Recently, the belief that you don’t owe anything to anyone has been widespread. Its message lies basically in the injunction that you can care about others only as long as you are fully fulfilled and put your needs above all else. Prioritising oneself is justified by appreciating one’s inner peace, and the lack of trust in others is simply “moving silently and letting success make the noise”. 


But the current glorification of solitude calls for isolation and a deep loss of connection with others, both of which lead us astray from our very human essence. How can we be ourselves if we cut all the ties that link us to the rest of the world?


I need others… to reject them


It might sound paradoxical, but we need others to reject them, because the way we position ourselves relies on a binary. We always depend on another being whose role is to counterbalance what we are, by being what we don’t want to be. And this applies to every level of being.


For instance, Europeans have constructed the Western identity in relation to the Non-Western other, projecting on it everything that wasn't what they wanted the West to be. Then, thanks to colonial power, they were able to push that narrative into the world: it’s only what one has created as the Other that can allow for the construction of the Self. 


There is also a feminist theory that the terms “man” and “woman” only exist in their relationship with one another. According to radical constructivists, gender, as a social construct, is created through roles and through the symmetrical relations that are developed between individuals. In society, men represent the “Self”, the “norm”, and over centuries, women have been transformed into “the Other”. It is what leads some scholars to conclude that either both exist, or none of them can exist. Being a woman is thus always being related to what being a man is, and vice-versa. 


In this light, identities seem to never be a generative process, since they are always created through systems of exclusion. Finding out who you are is a negative enterprise, since it almost always involves finding out what you are not in order to position yourself as the antithesis of it. Thus, there appears to be no individual identity possible: you cannot build your identity from scratch. Everything that has come before you, everything and everyone you have encountered, represents something to align with or to reject in order to become yourself. 


If this seems a bit pessimistic, at least it proves that humans cannot live alone and always need someone else to exist—it’s almost poetic. 

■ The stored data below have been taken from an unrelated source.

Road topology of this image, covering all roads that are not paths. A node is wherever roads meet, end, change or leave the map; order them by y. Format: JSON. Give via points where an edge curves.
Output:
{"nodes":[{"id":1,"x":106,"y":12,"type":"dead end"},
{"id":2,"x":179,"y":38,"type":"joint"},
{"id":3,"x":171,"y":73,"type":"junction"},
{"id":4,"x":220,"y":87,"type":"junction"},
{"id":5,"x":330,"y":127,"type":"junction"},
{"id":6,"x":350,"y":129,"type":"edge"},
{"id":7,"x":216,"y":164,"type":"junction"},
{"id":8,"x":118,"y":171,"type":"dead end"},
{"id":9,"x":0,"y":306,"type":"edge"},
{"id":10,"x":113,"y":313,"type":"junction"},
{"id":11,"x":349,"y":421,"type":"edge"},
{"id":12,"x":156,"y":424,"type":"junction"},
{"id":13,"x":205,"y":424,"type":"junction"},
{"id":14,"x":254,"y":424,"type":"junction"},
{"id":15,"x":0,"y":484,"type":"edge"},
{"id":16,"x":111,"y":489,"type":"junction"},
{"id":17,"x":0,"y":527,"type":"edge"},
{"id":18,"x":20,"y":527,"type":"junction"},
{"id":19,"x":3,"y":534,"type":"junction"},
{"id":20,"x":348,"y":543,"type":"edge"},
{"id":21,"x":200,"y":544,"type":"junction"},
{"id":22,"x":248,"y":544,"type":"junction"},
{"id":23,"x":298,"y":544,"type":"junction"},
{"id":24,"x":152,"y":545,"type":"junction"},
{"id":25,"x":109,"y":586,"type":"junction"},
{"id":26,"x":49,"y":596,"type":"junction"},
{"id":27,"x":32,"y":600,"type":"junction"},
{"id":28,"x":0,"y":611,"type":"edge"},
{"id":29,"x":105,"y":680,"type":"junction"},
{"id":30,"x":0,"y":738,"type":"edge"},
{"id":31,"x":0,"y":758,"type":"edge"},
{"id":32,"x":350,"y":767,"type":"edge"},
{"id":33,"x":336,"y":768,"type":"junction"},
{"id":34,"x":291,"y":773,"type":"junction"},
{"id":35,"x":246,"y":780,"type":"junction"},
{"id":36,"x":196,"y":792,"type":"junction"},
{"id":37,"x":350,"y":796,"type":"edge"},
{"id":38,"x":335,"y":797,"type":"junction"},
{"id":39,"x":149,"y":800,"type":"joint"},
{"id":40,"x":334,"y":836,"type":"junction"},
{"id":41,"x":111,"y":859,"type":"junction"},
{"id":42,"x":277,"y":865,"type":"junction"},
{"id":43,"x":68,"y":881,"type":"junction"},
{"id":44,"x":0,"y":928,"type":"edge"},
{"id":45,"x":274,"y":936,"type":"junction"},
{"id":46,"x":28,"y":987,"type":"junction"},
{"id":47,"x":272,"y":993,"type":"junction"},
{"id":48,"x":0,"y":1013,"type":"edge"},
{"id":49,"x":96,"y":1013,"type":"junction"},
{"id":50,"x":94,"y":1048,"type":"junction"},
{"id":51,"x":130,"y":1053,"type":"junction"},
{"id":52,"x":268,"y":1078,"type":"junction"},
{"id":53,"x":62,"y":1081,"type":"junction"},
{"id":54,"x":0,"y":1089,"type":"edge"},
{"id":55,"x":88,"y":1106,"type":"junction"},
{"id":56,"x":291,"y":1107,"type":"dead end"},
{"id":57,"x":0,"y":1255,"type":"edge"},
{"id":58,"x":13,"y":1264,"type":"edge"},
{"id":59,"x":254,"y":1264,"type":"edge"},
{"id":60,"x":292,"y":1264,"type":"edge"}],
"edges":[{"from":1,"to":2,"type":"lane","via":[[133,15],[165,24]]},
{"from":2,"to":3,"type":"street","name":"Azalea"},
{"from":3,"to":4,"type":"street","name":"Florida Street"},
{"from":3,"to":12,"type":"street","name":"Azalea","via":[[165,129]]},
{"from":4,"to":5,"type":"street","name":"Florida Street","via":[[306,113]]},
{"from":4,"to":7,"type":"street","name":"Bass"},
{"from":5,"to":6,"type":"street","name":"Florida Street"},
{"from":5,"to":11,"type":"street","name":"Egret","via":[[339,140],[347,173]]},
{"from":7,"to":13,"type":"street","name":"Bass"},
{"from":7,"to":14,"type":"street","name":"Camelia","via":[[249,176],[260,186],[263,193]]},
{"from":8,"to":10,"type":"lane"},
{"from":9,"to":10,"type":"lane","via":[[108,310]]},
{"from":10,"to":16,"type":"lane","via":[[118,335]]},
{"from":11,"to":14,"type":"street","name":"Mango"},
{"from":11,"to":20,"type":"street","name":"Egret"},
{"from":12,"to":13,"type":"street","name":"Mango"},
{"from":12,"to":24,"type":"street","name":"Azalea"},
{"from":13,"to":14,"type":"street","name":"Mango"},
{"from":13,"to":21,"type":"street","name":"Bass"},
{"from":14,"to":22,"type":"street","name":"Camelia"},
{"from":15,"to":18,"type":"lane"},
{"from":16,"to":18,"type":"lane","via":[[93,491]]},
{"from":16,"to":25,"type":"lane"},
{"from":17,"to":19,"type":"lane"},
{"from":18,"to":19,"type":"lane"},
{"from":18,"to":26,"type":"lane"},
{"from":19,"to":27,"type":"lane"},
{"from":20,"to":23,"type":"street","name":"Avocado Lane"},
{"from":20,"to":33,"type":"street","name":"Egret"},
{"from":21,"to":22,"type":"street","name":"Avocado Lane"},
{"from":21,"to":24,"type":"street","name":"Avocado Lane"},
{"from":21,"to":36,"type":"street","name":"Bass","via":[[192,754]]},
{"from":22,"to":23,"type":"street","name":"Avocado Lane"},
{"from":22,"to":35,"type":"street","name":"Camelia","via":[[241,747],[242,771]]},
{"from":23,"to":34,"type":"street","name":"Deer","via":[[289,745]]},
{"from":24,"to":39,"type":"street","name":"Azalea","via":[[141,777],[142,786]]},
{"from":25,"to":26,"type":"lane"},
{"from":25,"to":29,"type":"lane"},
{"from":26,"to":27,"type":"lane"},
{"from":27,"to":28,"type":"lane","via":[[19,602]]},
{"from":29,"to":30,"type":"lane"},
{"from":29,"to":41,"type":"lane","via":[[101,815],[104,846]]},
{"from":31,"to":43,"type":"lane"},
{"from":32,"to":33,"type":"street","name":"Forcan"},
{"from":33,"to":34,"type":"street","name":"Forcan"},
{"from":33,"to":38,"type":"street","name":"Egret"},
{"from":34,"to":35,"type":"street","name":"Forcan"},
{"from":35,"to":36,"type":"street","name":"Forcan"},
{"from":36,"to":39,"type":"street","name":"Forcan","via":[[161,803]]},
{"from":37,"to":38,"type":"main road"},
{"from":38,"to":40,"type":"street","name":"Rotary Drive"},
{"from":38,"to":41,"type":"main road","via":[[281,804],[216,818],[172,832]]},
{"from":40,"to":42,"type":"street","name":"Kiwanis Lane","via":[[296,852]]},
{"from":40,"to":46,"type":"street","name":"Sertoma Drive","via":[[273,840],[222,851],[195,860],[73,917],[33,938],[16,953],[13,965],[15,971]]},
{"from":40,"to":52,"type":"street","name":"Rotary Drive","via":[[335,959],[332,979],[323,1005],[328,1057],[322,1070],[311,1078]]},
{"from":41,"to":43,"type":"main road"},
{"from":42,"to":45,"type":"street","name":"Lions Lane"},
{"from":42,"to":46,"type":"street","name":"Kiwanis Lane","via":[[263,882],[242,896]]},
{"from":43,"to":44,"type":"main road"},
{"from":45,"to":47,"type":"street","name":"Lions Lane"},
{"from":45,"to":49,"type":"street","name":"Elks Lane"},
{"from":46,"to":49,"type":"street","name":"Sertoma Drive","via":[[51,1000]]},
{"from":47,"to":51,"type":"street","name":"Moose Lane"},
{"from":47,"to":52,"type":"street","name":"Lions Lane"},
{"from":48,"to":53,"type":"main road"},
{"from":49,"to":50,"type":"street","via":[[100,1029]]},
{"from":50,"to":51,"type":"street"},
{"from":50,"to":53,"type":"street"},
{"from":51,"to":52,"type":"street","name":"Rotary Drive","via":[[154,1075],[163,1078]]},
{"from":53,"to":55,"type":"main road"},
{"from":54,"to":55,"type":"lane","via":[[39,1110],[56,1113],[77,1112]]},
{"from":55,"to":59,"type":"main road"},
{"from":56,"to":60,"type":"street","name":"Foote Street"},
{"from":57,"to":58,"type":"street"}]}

I need others…to make me whole


Of course, in a more positive way, we need others to simply dialogue with us and let our true selves come to light. True authenticity can only be found through people who challenge our vision of the world, so that we can find our own way of seeing it. We are a kaleidoscope of all the people and the experiences that have shaped us since before we were even born — yes, the music your mother listened to when she was pregnant has an impact on the person you are today! 


Rejecting people and isolating ourselves in the name of “self-care” is counter-productive; it is neglecting our very essence as humans and forgetting that we are only where we are because we are constantly being supported by relationships. 


So, who am I when I’m alone, you ask? Well, when no one is around, I am still the product of people. I am the point of balance between forces that pass through me. Alone in my room, there are still the ghosts of the people who love me, who hate me, or even whom I only met once — I am encircled by the shadows of those who shaped the person I am today. I am my own unique identity, yes, but only because of those who surround me.


In a world that values individualism, that pushes self-fulfilment over our ties with others, and that leans more and more towards fascism, only caring about ourselves won’t get us anywhere. Now is the time for community. Let us dance as if the whole world were watching, and be happy about it.